Dates: 17 - 21 August 2015
Standard rate: £1500
Academic rate: £890
Professor Brigitte Le Roux (Université Paris Descartes)
Professor Johs Hjellbrekke (University of Bergen)
Professor Mike Savage (Department of Sociology, LSE)
Dr Daniel Laurison (Department of Sociology, LSE)
This course offers an introduction to MCA, which is a method that allows researchers to observe the patterning of complex data sets through representing categorical variables as points in N-dimensional space. Although it was developed from the later 1960s, MCA has not previously had a large Anglophone following, but it is an increasingly popular method because of (a) its association with Pierre Bourdieu’s high profile sociology, (b) its capacity to lend itself to visualisation of clusters and (c) its potential for mixed methods research.
This course is suitable for:
PhD students, post-doctoral fellows and academic staff in the social sciences, interested in one of the main methods for the clustering of categorical data
those interested in learning about the methods used by Pierre Bourdieu for the analysis of cultural fields and social relations
market researchers, other commercial researchers, and public sector professionals wishing to learn MCA as a means of clustering complex data sets, and presenting attractive and intuitive visualisations.

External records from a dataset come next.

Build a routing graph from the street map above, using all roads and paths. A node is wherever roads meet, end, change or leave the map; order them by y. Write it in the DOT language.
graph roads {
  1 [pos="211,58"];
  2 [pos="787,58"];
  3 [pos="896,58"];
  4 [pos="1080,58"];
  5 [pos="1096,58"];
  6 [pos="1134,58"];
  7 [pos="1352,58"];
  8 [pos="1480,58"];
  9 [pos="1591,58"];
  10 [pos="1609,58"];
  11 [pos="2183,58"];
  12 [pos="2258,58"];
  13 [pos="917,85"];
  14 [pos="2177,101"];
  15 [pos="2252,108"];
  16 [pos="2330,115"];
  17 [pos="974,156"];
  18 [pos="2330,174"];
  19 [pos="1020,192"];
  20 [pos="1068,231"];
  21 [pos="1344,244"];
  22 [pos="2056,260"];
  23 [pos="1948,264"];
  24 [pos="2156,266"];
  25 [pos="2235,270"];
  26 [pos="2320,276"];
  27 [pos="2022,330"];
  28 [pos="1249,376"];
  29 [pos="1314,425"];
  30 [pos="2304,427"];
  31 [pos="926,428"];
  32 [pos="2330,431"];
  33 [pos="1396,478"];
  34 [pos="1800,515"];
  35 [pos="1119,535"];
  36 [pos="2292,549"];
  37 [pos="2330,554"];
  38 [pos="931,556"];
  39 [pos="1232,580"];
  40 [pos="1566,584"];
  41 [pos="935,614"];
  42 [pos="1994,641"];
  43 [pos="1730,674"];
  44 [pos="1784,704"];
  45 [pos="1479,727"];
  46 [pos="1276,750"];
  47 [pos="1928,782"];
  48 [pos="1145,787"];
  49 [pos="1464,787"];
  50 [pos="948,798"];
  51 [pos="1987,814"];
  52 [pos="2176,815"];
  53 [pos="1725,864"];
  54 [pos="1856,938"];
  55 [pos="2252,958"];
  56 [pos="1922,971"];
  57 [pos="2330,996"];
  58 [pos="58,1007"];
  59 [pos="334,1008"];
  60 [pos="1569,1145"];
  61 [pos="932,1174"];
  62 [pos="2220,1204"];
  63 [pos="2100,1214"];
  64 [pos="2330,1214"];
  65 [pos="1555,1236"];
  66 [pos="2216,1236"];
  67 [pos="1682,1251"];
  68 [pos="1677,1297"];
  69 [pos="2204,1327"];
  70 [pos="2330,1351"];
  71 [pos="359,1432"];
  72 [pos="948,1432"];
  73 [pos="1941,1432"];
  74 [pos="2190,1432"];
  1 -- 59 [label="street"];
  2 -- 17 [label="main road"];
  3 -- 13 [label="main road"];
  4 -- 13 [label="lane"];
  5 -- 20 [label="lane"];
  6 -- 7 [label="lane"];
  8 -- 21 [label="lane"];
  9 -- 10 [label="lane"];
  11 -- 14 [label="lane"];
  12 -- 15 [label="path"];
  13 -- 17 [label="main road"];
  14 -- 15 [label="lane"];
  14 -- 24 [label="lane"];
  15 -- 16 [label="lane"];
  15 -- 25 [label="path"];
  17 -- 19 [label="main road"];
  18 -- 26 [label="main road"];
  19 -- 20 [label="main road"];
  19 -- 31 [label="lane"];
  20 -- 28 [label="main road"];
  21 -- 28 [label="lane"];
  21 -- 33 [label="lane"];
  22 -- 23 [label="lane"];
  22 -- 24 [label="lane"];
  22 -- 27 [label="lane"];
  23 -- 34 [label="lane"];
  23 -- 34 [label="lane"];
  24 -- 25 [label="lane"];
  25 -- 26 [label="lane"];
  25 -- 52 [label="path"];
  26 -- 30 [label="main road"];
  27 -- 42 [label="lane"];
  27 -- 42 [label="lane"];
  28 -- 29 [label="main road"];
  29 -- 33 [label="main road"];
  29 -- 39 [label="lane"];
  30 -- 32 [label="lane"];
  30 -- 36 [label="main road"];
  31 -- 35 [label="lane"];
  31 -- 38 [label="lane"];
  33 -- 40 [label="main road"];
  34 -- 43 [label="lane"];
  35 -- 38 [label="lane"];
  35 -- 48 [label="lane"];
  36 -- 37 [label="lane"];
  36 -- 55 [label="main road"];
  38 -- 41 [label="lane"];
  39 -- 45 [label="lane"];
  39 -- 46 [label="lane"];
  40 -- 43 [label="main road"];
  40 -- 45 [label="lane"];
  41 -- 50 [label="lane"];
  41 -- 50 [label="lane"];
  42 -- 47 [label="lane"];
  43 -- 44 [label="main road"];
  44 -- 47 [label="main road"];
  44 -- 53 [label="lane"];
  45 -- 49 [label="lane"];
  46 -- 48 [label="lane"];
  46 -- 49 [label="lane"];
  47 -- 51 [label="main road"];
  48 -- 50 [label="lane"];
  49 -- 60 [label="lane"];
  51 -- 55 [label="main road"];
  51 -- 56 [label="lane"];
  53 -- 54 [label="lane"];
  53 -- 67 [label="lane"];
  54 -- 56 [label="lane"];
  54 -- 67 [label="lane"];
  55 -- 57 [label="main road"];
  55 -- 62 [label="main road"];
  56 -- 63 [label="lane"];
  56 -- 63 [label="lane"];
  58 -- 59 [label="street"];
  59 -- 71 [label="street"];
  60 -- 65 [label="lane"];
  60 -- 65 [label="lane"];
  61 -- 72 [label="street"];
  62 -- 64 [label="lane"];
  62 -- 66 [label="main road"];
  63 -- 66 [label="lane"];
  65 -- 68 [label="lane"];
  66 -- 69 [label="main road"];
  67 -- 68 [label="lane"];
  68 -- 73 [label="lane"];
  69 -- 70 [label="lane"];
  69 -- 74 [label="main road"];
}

This course will provide students with:
a comprehensive introduction to MCA
training in how to use SPAD software
awareness of key exemplars in social science using MCA and an awareness of the theoretical principles it draws upon.
No statistical knowledge is necessary, but it will be advantageous. Applicants must be at PhD level or higher.
This course will offer a comprehensive introduction to the principles of multiple correspondence analysis. Comprehensive training is also provided in using SPAD software, the most accessible and flexible package to use when carrying out MCA.
Issues covered include mathematical principles of geometric data analysis, the difference between the active space of modalities and the use of supplementary variables, coding issues, working with the cloud of modalities and the cloud of individuals, clustering methods within MCA, and the use of inferential statistics within MCA.
The course is designed to allow the beginner to grasp basic mathematical principles of geometric data analysis. The course will be delivered by a series of lectures by leading international experts in MCA in the morning, with practical sessions in a computer lab in the afternoons.
The following teaching schedule is indicative only, and is subject to change.
Introduction to MCA and SPAD
Creating and refining active spaces and using supplementary variables
Clustering within SPAD
Inferential statistics and MCA
Exemplars and MCA
Assessment is in the form of a practical assignment completed over the week of the course.
Brigitte Le Roux and Henry Rouanet (2010) Multiple Correspondence Analysis. QASS nº 163. SAGE.